I could have gone into an E Class but was not prepared to pay the extra tax and I just don't like the E


----------



## AaronGTi (Nov 2, 2010)

Excellent, enjoy the trip. :thumb:

On another note I've heard loads about the Polo GTI's guzzling oil and other VAG's with that engine.


----------



## SteveTDCi (Feb 8, 2006)

Nice choice, enjoy the factory collection.


----------



## O`Neil (Aug 13, 2007)

S63 said:


> The factories of Amsterdam are slightly different.


:thumb:


----------



## big_amir (Jul 6, 2008)

Just landed, free e class taxi to the hotel.


----------



## Derekh929 (Aug 28, 2011)

big_amir said:


> Just landed, free e class taxi to the hotel.


We will be expecting pics soon do they still charge the delivery charge when you collect


----------



## J1ODY A (Nov 28, 2008)

This thread is useless without pics...

am not jealous, am not jealous, am a little jealous...


----------



## big_amir (Jul 6, 2008)

Pics to follow in the morning.

Just enjoying a complimentary meal from Mercedes, the beef is excellent.


----------



## johnnyguitar (Mar 24, 2010)

Oooh ya bugger, that's a nice looking car.



big_amir said:


> hopefully it will give me an easier life on my 80 mile commute everyday.


Is that 40 miles each way though?


----------



## slineclean (Dec 23, 2011)

lovely chap , bet youve got the biggest smile


----------



## Brian mc21 (Aug 4, 2012)

Enjoy it pal. That's one expensive meal lol. I hope ŷou have a window seat so you can admire the new wheels.


----------



## big_amir (Jul 6, 2008)

johnnyguitar said:


> Is that 40 miles each way though?


Shhhh trying to justify buying such an expensive car, your not helping. :thumb:


----------



## big_amir (Jul 6, 2008)

Will be leaving for the factory shortly, pics due imminently (sp)


----------



## WHIZZER (Oct 25, 2005)

Lucky you - hope it all goes well


----------



## PaulN (Jan 17, 2008)

Enjoy your new car mate! :thumb:


----------



## silverback (Jun 18, 2008)

get those bloody pics up  :lol:


----------



## Derekh929 (Aug 28, 2011)

This has turned into a grand tour and no pics.


----------



## Trip tdi (Sep 3, 2008)

It's more likely the car's been driven round the Auto barn, or the Mercedes Benz factory on there collection point can not be found, who knows...

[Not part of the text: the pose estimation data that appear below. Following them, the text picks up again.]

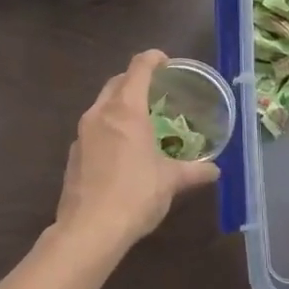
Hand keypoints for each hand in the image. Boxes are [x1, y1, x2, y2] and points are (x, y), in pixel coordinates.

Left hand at [54, 50, 219, 257]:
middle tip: (157, 92)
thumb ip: (194, 171)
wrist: (89, 230)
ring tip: (141, 120)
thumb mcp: (170, 181)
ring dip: (120, 104)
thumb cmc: (135, 195)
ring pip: (102, 105)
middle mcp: (101, 113)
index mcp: (126, 110)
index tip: (166, 63)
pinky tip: (122, 150)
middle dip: (135, 80)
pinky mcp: (73, 154)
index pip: (138, 67)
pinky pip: (93, 129)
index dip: (153, 58)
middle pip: (117, 82)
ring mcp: (82, 133)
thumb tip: (214, 170)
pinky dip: (108, 128)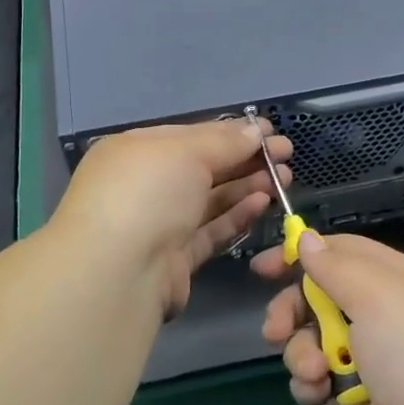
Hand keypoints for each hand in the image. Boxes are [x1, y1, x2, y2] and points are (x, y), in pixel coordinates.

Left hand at [51, 119, 291, 318]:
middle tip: (286, 155)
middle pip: (204, 167)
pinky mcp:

Good luck to the guy......


----------



## Barny (Aug 1, 2012)

Lucky Git!
We were meant to be taking delivery of a c350 cdi tomorrow but due to a few delays it's not until next Monday. 
Funny thing is we opted out of the factory collection because they told us it would mean getting the car later than them delivering it. So that is quite annoying!
On the plus side they are loaning us a new B class until it gets here. 
This is the colour we are getting.

Have a safe drive and enjoy!


----------



## big_amir (Jul 6, 2008)

Hold tight, pics in 30 mins just loading in laptop.


----------



## big_amir (Jul 6, 2008)

As Promised, here are the pictures.










Just when it was bought in to the collection centre










Some Pictures Outside.



































































































































Its great to drive, just a shame i got stuck in and hour and a half traffic jam within and hour of picking it up


----------



## Skodaw (Mar 19, 2006)

Looks great, always thought its a brilliant way to collect a new car.


----------



## Derekh929 (Aug 28, 2011)

Loving the white and is that AMG alloys very nice enjoy, your break remember on unrestricted roads the cars needing running in


----------



## J1ODY A (Nov 28, 2008)

What's with the funny plates?

Looks nice

Sent via tapadapawapaslappatalk


----------



## big_amir (Jul 6, 2008)

J1ODY A said:


> What's with the funny plates?
> 
> Looks nice
> 
> Sent via tapadapawapaslappatalk


Its on import plates as the car is unregistered in the UK at the moment. The plate assigned to it is just so I can get it home.


----------



## andy665 (Nov 1, 2005)

Very nice, think the coupe is very sensitive to colour, looks good in white


----------



## Coops (Apr 26, 2008)

Hmmmmmmmmmmm nice!

Enjoy - at least getting stuck in traffic allowed some time to play with the toys. 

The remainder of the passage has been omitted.